Sharekhan's research report on Coromandel International
Q1FY24 consolidated PAT of Rs. 494 crore (down 1% y-o-y) was 15% above our estimate, led by strong revenues/margins of the nutrient and other allied segments, which offset continued weakness in CPC business amid high channel inventory, pricing pressure and delayed monsoons. Segmental margins were a mixed bag as EBIT of nutrients and other allied segments grew by 12% y-o-y to Rs. 672 crore led by volume growth and sustained per tonne fertiliser margin. However, the CPC business disappointed with a steep 17% y-o-y fall in revenue to Rs. 547 crore and 309 bps y-o-y contraction in EBIT margin to 10%. Input cost pressure subsided and the management expects full-year fertiliser margin to sustain at Rs. 5,500-6,000/tonne.
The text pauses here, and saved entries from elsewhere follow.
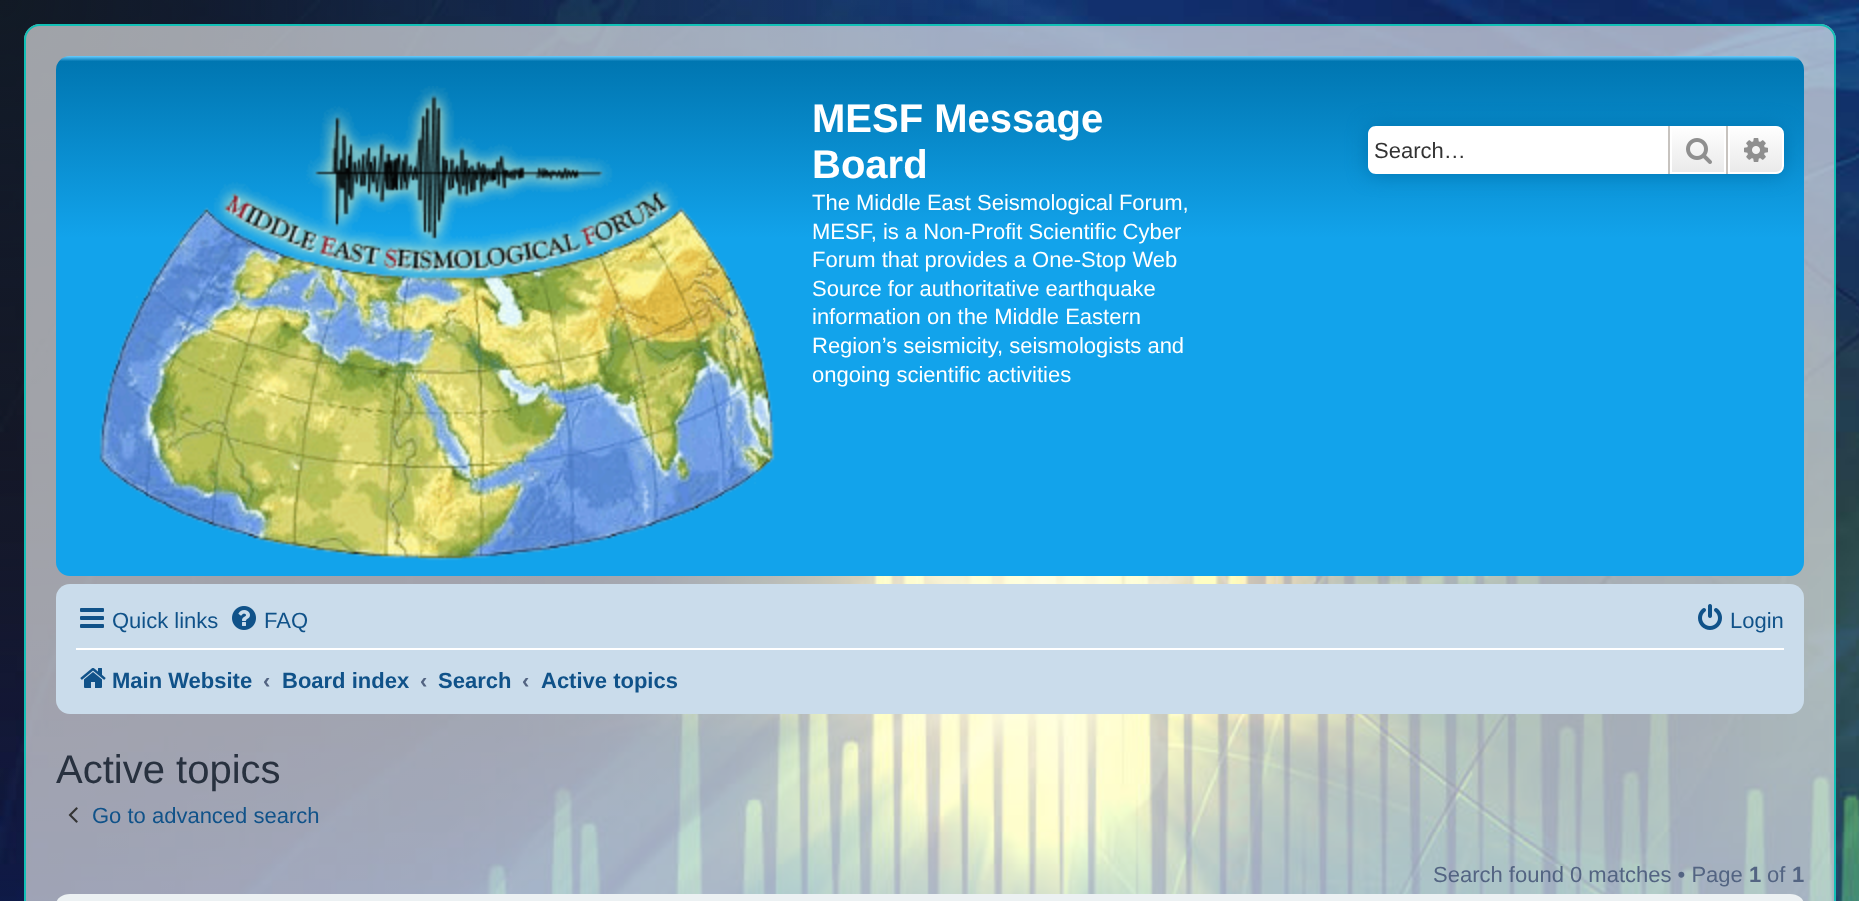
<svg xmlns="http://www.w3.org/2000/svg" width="1859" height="901">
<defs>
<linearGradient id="g1" gradientUnits="userSpaceOnUse" x1="930" y1="56" x2="930" y2="576"><stop offset="0" stop-color="#6aceff"/><stop offset="0.01" stop-color="#0076b1"/><stop offset="0.35" stop-color="#12a3eb"/><stop offset="1" stop-color="#12a3eb"/></linearGradient>
<linearGradient id="g2" gradientUnits="userSpaceOnUse" x1="1698" y1="126" x2="1698" y2="174"><stop offset="0" stop-color="#fff"/><stop offset="1" stop-color="#e9e9e9"/></linearGradient>
<linearGradient id="g3" gradientUnits="userSpaceOnUse" x1="1756" y1="126" x2="1756" y2="174"><stop offset="0" stop-color="#fff"/><stop offset="1" stop-color="#e9e9e9"/></linearGradient>
</defs>
<rect width="100%" height="100%" fill="#fff"/>
<image x="0" y="0" width="1859" height="901" href="media/1.png"/>
<rect x="25" y="25" width="1810" height="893" rx="15" fill="none" stroke="#12c0b6" stroke-width="2"/>
<rect x="56" y="56" width="1748" height="520" rx="14" fill="url(#g1)"/>
<image x="99" y="86" width="676" height="475" href="media/2.png"/>
<text x="812" y="132" style="font-family:Liberation Sans;font-size:40px;font-weight:bold;fill:#fff">MESF Message</text>
<text x="812" y="178" style="font-family:Liberation Sans;font-size:40px;font-weight:bold;fill:#fff">Board</text>
<text x="812" y="210" style="font-family:Liberation Sans;font-size:22px;fill:#fff">The Middle East Seismological Forum,</text>
<text x="812" y="239" style="font-family:Liberation Sans;font-size:22px;fill:#fff">MESF, is a Non-Profit Scientific Cyber</text>
<text x="812" y="267" style="font-family:Liberation Sans;font-size:22px;fill:#fff">Forum that provides a One-Stop Web</text>
<text x="812" y="296" style="font-family:Liberation Sans;font-size:22px;fill:#fff">Source for authoritative earthquake</text>
<text x="812" y="324" style="font-family:Liberation Sans;font-size:22px;fill:#fff">information on the Middle Eastern</text>
<text x="812" y="353" style="font-family:Liberation Sans;font-size:22px;fill:#fff">Region’s seismicity, seismologists and</text>
<text x="812" y="382" style="font-family:Liberation Sans;font-size:22px;fill:#fff">ongoing scientific activities</text>
<rect x="1368" y="126" width="416" height="48" rx="8" fill="#0075b0" filter="blur(10px)"/>
<path d="M1376 126h292v48h-292c-4.5 0-8-3.5-8-8v-32c0-4.5 3.5-8 8-8z" fill="#fff"/>
<text x="1374" y="158" style="font-family:Liberation Sans;font-size:22px;fill:#333">Search…</text>
<rect x="1672" y="128" width="52" height="44" fill="url(#g2)"/>
<rect x="1671" y="127" width="54" height="46" fill="none" stroke="#fff" stroke-width="2"/>
<rect x="1726" y="126" width="2" height="48" fill="#c7c3bf"/>
<rect x="1668" y="126" width="2" height="48" fill="#c7c3bf"/>
<image x="1686" y="138" width="26" height="26" href="media/3.png"/>
<path d="M1729 127h47c4 0 7 3 7 7v32c0 4-3 7-7 7h-47z" fill="url(#g3)" stroke="#fff" stroke-width="2"/>
<image x="1744" y="138" width="24" height="24" href="media/4.png"/>
<rect x="56" y="584" width="1748" height="130" rx="14" fill="#cadceb"/>
<image x="80" y="608" width="24" height="20" href="media/5.png"/>
<text x="112" y="628" style="font-family:Liberation Sans;font-size:22px;fill:#105289">Quick links</text>
<image x="232" y="606" width="24" height="24" href="media/6.png"/>
<text x="264" y="628" style="font-family:Liberation Sans;font-size:22px;fill:#105289">FAQ</text>
<image x="1698" y="604" width="24" height="26" href="media/7.png"/>
<text x="1730" y="628" style="font-family:Liberation Sans;font-size:22px;fill:#105289">Login</text>
<rect x="76" y="648" width="1708" height="2" fill="#fff"/>
<image x="80" y="668" width="26" height="20" href="media/8.png"/>
<text x="112" y="688" style="font-family:Liberation Sans;font-size:22px;font-weight:bold;fill:#105289">Main Website</text>
<text x="263" y="688" style="font-family:Liberation Sans;font-size:22px;font-weight:bold;fill:#536482">‹</text>
<text x="282" y="688" style="font-family:Liberation Sans;font-size:22px;font-weight:bold;fill:#105289">Board index</text>
<text x="420" y="688" style="font-family:Liberation Sans;font-size:22px;font-weight:bold;fill:#536482">‹</text>
<text x="438" y="688" style="font-family:Liberation Sans;font-size:22px;font-weight:bold;fill:#105289">Search</text>
<text x="522" y="688" style="font-family:Liberation Sans;font-size:22px;font-weight:bold;fill:#536482">‹</text>
<text x="541" y="688" style="font-family:Liberation Sans;font-size:22px;font-weight:bold;fill:#105289">Active topics</text>
<text x="56" y="783" style="font-family:Liberation Sans;font-size:40px;fill:#28313f">Active topics</text>
<image x="68" y="807" width="10" height="16" href="media/9.png"/>
<text x="92" y="823" style="font-family:Liberation Sans;font-size:22px;fill:#105289">Go to advanced search</text>
<text x="1433" y="882" style="font-family:Liberation Sans;font-size:22px;fill:#536482">Search found 0 matches • Page</text>
<text x="1749" y="882" style="font-family:Liberation Sans;font-size:22px;font-weight:bold;fill:#536482">1</text>
<text x="1767" y="882" style="font-family:Liberation Sans;font-size:22px;fill:#536482">of</text>
<text x="1792" y="882" style="font-family:Liberation Sans;font-size:22px;font-weight:bold;fill:#536482">1</text>
<rect x="56" y="894" width="1748" height="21" rx="14" fill="#ecf1f3"/>
</svg>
Focus on new business stream i.e. specialty chemical/CDMO and future technology (drone for agrochemical space) and innovative products (Nano-DAP by Oct’23), strong margin for fertilizers makes us constructive on growth prospects.
Outlook
We maintain a Buy on Coromandel with an unchanged PT of Rs. 1,155, given healthy earnings growth outlook and reasonable valuation of 11.5x FY25E EPS. Focus on CDMO and specialty chemical is a right step and could drive meaningful growth in the medium to long term apart from ssssstrong contribution core fertilizer/CPC business.